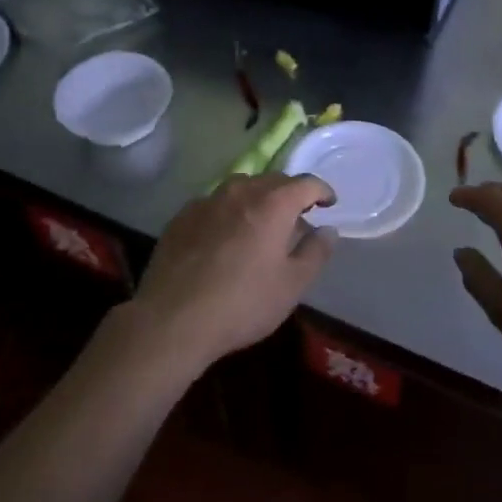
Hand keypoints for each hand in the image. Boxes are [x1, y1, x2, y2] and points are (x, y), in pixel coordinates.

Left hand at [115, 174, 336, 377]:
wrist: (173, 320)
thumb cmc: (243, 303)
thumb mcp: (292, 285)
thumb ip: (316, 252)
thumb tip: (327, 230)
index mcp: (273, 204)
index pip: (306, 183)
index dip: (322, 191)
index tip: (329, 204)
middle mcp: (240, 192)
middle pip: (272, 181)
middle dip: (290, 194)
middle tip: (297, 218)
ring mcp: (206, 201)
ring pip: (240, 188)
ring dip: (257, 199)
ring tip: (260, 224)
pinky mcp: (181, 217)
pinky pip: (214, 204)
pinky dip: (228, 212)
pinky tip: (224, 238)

---

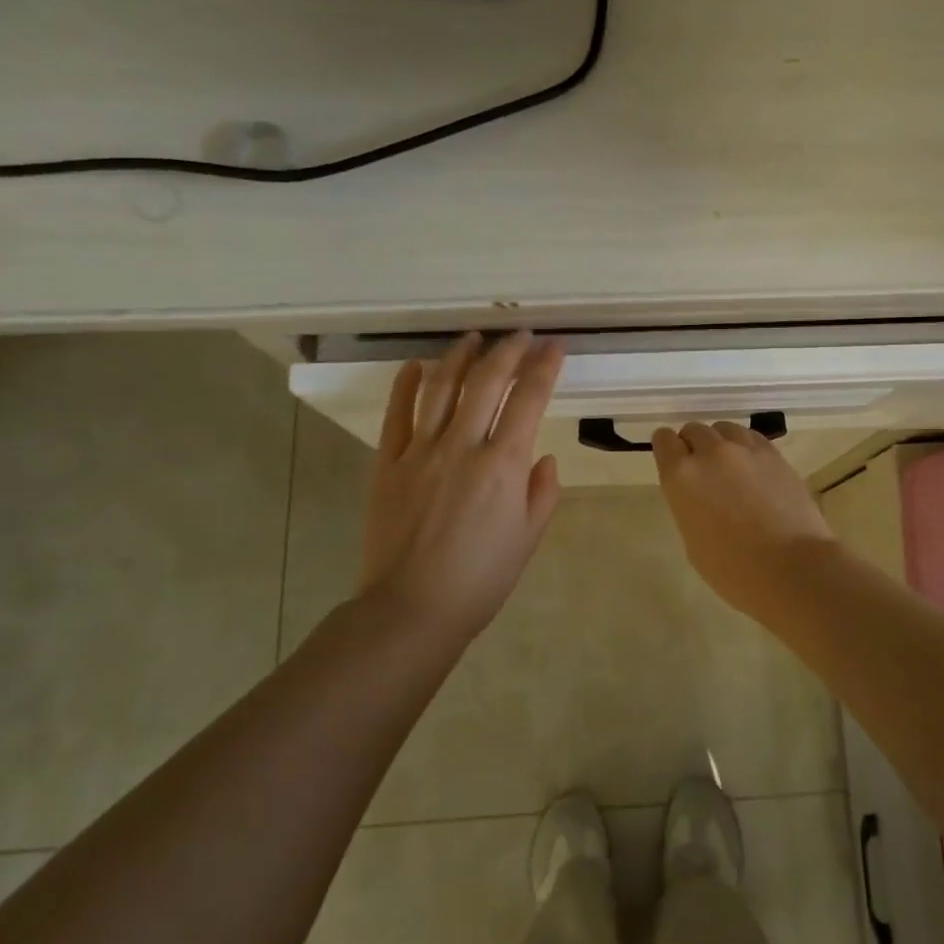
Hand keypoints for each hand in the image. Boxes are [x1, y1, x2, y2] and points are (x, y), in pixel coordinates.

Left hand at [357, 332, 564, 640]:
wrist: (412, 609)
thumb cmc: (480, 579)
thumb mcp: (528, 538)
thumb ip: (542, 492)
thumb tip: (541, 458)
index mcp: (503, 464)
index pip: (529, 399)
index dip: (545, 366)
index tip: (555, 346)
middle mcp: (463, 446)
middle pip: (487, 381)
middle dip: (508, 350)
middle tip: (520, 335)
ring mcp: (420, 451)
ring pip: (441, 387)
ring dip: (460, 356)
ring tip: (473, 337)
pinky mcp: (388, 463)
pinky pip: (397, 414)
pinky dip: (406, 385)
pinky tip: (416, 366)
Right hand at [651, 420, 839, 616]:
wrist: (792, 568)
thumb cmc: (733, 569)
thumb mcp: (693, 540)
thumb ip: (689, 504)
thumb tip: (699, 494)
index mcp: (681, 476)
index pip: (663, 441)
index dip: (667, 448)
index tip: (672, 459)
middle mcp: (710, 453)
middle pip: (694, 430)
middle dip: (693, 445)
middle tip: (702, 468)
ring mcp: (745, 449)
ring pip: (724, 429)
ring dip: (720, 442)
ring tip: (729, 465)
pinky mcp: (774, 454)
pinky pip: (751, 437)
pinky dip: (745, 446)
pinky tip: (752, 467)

> **Exercise description**: Only lines containing the word "ring" should appear in the answer, and every such line from the records above must be there.

> **Response area**:
ring mcp: (206, 201)
ring pip: (240, 188)
ring dip: (257, 199)
ring tip: (260, 224)
ring mcp: (420, 451)
ring pip: (441, 387)
ring dip: (460, 356)
ring tip: (473, 337)
ring mcp: (745, 449)
ring pip: (724, 429)
ring dip: (720, 442)
ring tip: (729, 465)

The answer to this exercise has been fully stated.